The treaty contained 29 articles in total and revoked all previous treaties if they were incompatible with it. It forbade the Sultanate from conducting its own foreign policy, or from contacting other nations without approval of the Dutch. All appointments within the royal government were subject to prior Dutch approval; the Sultanate was to be placed under the legal jurisdiction of the Dutch colony based in Makassar; and all laws passed in Makassar would also be applied to Buton.^{:91-97}

== Aftermath ==
The treaty made the Sultanate one of the dependencies under the Dutch East Indies governorate, later becoming Zelfbesturende Landschappen. However, the treaty was briefly revoked just eleven days later on 19 April 1906 due to the Sultan's changing his mind. A note regarding this decision was sent to the Dutch resident in Makassar.^{:84} On 26 April, the colonial government threatened a naval invasion by returning the de Ruyter to Baubau with contingent of armed soldiers and readied an expedition force in Makassar. This made the Sultan to change his mind again.^{:84}

In the aftermath of economic expansion within Buton Island by the Dutch, several small kingdoms and dependencies of the Buton Sultanate, such as Sorawolio and Badia, were abolished by 3 May 1910. In August 1911, rebellion against the imposition of the new forestry-goods-related taxation was led by La Ode Boha but it was crushed; La Ode Boha was exiled to Java. In 1912, a similar anti-taxation rebellion arose in Wakatobi in response to the treaty.
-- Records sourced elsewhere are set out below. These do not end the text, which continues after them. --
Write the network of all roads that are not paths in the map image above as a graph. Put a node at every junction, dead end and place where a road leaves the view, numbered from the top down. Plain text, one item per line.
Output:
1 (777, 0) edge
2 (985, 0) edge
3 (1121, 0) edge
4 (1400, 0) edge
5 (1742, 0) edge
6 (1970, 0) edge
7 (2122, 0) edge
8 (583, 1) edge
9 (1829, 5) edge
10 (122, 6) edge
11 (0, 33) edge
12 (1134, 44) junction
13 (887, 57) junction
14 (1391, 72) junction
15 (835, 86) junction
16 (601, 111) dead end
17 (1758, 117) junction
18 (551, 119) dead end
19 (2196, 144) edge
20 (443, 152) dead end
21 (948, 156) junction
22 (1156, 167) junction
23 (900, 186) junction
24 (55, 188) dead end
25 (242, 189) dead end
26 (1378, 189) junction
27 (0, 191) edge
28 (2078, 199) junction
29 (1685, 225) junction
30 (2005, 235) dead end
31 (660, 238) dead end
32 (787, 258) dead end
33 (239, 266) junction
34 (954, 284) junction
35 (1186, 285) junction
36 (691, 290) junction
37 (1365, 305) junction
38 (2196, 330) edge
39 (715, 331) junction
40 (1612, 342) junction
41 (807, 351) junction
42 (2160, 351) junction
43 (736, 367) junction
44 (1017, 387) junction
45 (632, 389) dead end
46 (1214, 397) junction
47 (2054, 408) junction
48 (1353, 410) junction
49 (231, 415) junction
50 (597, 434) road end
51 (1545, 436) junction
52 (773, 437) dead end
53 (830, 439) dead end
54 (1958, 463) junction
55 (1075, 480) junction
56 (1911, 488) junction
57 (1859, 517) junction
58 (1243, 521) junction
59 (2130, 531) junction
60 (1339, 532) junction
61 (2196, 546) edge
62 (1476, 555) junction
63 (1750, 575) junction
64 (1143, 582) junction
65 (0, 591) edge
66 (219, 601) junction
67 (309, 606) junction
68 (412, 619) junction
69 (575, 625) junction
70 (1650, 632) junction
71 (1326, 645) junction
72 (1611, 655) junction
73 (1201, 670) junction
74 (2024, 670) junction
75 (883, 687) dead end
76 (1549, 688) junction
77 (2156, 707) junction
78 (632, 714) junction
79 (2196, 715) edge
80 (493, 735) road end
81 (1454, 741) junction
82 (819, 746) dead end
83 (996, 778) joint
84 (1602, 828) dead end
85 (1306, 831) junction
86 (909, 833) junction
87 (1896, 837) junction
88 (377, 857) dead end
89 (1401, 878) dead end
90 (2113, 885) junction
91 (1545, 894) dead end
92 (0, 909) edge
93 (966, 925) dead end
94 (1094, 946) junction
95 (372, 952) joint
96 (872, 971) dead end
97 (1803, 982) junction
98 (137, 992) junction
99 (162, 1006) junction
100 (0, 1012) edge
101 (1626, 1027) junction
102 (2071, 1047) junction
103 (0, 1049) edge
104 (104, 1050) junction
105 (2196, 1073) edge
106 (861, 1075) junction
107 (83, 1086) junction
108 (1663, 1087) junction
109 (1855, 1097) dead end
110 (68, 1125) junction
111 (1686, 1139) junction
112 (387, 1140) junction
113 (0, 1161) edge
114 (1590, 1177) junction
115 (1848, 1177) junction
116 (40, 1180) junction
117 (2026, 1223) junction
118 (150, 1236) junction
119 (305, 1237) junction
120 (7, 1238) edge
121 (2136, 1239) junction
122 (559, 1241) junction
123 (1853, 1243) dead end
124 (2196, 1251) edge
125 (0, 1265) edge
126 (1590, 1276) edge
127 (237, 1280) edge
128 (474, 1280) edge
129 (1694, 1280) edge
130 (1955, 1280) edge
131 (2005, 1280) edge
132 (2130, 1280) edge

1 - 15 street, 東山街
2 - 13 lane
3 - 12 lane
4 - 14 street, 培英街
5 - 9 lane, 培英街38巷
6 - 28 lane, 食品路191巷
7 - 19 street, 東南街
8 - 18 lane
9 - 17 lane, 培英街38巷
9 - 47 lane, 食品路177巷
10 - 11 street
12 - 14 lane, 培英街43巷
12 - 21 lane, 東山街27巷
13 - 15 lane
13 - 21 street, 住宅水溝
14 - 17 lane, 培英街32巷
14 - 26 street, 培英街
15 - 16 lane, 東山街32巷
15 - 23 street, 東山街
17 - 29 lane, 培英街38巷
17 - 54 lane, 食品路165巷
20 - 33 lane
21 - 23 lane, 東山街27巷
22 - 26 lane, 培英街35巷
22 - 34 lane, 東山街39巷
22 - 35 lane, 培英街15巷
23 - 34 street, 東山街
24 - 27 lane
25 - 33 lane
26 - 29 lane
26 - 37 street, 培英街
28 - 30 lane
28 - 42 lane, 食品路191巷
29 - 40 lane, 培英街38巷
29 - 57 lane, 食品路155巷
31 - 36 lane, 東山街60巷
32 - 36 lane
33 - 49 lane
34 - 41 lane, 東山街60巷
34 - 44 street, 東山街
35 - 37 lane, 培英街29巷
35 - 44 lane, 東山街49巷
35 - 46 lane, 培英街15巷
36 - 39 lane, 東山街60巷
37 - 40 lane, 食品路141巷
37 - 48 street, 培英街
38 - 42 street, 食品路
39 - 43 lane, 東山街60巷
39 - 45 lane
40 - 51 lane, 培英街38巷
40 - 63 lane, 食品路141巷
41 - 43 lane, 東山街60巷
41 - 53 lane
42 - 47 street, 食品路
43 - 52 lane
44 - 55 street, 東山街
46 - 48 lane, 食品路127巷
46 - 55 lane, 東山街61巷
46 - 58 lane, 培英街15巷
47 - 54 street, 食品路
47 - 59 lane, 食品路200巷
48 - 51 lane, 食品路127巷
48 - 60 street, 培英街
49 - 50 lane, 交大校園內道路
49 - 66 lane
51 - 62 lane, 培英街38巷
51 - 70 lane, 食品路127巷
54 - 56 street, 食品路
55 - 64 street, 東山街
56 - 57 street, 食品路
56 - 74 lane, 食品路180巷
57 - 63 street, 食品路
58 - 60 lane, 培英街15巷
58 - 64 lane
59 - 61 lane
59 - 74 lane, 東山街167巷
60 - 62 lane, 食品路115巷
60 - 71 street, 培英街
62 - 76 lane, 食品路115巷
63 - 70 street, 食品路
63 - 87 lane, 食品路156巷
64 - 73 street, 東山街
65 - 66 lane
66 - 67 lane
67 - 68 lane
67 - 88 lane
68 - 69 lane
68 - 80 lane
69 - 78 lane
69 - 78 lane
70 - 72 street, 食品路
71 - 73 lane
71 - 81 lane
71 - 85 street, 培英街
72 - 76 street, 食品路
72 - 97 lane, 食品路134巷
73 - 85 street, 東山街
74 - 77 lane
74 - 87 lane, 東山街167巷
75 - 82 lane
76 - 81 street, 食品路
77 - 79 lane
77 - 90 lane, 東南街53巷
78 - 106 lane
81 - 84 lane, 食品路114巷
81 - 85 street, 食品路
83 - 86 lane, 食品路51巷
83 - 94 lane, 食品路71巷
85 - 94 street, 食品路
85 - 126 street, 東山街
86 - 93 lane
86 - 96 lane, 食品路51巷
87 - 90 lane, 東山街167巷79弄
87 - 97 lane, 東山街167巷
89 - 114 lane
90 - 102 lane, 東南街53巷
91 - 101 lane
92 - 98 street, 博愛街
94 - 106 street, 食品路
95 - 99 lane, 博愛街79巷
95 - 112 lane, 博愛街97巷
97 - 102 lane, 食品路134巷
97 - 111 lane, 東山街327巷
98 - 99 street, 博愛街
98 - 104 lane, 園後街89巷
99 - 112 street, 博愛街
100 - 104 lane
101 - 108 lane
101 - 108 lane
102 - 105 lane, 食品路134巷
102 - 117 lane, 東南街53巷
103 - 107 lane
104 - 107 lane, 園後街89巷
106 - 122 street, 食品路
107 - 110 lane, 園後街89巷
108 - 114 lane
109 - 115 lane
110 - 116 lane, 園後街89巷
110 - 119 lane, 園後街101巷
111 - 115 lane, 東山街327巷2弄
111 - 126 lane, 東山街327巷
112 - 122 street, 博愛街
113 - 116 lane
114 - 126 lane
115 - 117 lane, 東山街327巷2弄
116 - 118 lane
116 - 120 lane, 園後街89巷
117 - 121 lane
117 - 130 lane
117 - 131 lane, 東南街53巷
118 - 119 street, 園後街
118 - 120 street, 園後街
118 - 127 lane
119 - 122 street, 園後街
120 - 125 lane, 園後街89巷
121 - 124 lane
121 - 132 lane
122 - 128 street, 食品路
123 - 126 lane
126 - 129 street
The treaty was once again revoked unilaterally by the Sultanate during the Japanese invasion of Dutch East Indies in 1942, which thereafter stayed independent until it voluntarily joined the newly independent Indonesia Republic. Because of the treaty revocation, the Sultanate claimed that it had never been colonized by European powers and handed its power directly to Indonesia instead.